The objective of the session was to stimulate debate about frugal innovation and frugality among the community of innovation scholars in Africa, and to explore its relevance in the continent. Contributors from different parts of Africa made provocations on pertinent topics such as historical perspectives of frugality, the potential of the 4th industrial revolution to support frugal innovation in Africa, intellectual property rights for indigenous or bottom-up innovation, and the role of policy. The small group discussions and feedback afterwards indicated that African researchers present are interested on engaging further with the concept given that they already deal with related concepts such as poverty alleviation, resource scarcity, social inclusion and development. They acknowledged the need for further research around frugal innovation in their particular contexts, and in this regard, they expressed interest in collaborating with CFIA and the Kenya Hub.
Background special panel session
Within the innovation studies community, and indeed the AfricaLics community, there is consensus that growth and developmental goals in Africa will not only be achieved through supply-driven, R&D intensive, capital- and scale-intensive innovation. While this has previously been seen as the dominant trajectory of innovation and growth there is a growing trend and focus on new models of innovation that aim to not only address the needs of low-income and marginalised communities, but integrate them in development efforts with relevance in both academic and policy circles. During this special session the panel speakers’ aimed to interrogate Frugal Innovation as one such model with frugality as a philosophy of innovation in the African context.

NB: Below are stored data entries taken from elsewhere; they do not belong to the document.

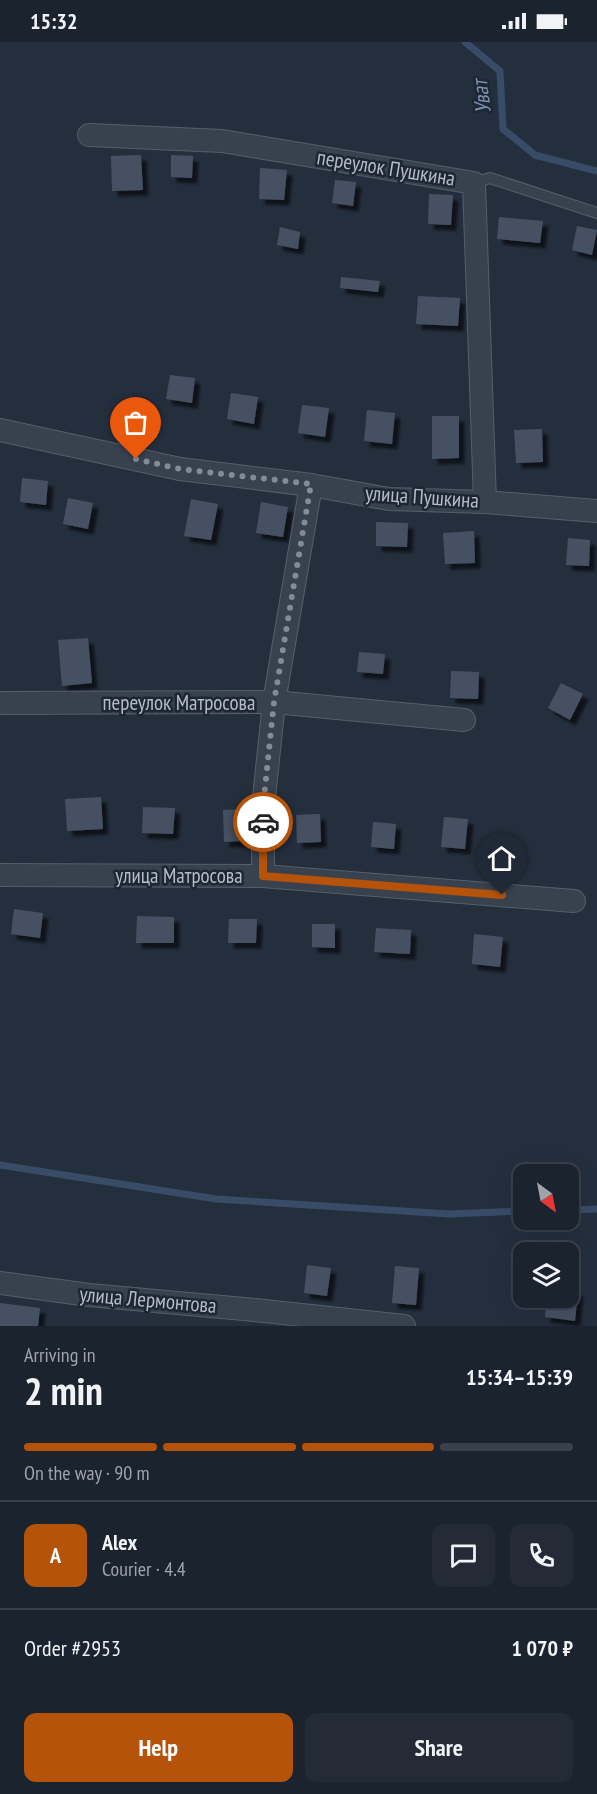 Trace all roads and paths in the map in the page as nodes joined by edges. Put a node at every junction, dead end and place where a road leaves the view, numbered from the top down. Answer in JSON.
{"nodes":[{"id":1,"x":89,"y":135,"type":"dead end"},
{"id":2,"x":474,"y":183,"type":"junction"},
{"id":3,"x":597,"y":213,"type":"edge"},
{"id":4,"x":0,"y":430,"type":"edge"},
{"id":5,"x":311,"y":484,"type":"junction"},
{"id":6,"x":485,"y":502,"type":"junction"},
{"id":7,"x":597,"y":511,"type":"edge"},
{"id":8,"x":274,"y":702,"type":"junction"},
{"id":9,"x":0,"y":703,"type":"edge"},
{"id":10,"x":464,"y":720,"type":"dead end"},
{"id":11,"x":0,"y":875,"type":"edge"},
{"id":12,"x":263,"y":876,"type":"junction"},
{"id":13,"x":574,"y":901,"type":"dead end"},
{"id":14,"x":0,"y":1283,"type":"edge"},
{"id":15,"x":254,"y":1318,"type":"edge"},
{"id":16,"x":404,"y":1326,"type":"edge"}],
"edges":[{"from":1,"to":2,"type":"street","name":"переулок Пушкина"},
{"from":2,"to":3,"type":"lane"},
{"from":2,"to":6,"type":"street","name":"переулок Пушкина"},
{"from":4,"to":5,"type":"street","name":"улица Пушкина"},
{"from":5,"to":6,"type":"street","name":"улица Пушкина"},
{"from":5,"to":8,"type":"street"},
{"from":6,"to":7,"type":"street","name":"улица Пушкина"},
{"from":8,"to":9,"type":"street","name":"переулок Матросова"},
{"from":8,"to":10,"type":"street","name":"переулок Матросова"},
{"from":8,"to":12,"type":"street"},
{"from":11,"to":12,"type":"street","name":"улица Матросова"},
{"from":12,"to":13,"type":"street","name":"улица Матросова"},
{"from":14,"to":15,"type":"street","name":"улица Лермонтова"},
{"from":15,"to":16,"type":"street","name":"улица Лермонтова"}]}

While there are many documented cases of what are deemed ‘successful’ frugal innovations, the question remains as to whether these innovations automatically contribute to inclusive and sustainable development within poor communities. Although there is a growing stream of literature around the notion of frugal innovation, most publications originate from outside the continent, with many contributions coming from Asia and Europe. Yet, CFIA’s Kenya Hub expects that due to the often-severe constraints in many regions in sub-Saharan African countries, frugality is a defining characteristic of most innovative endeavours and livelihood strategies. African scholars may be analysing efforts to innovate or even survive under resource constraints, but not necessarily using the terms ‘frugal innovation’ or ‘frugality.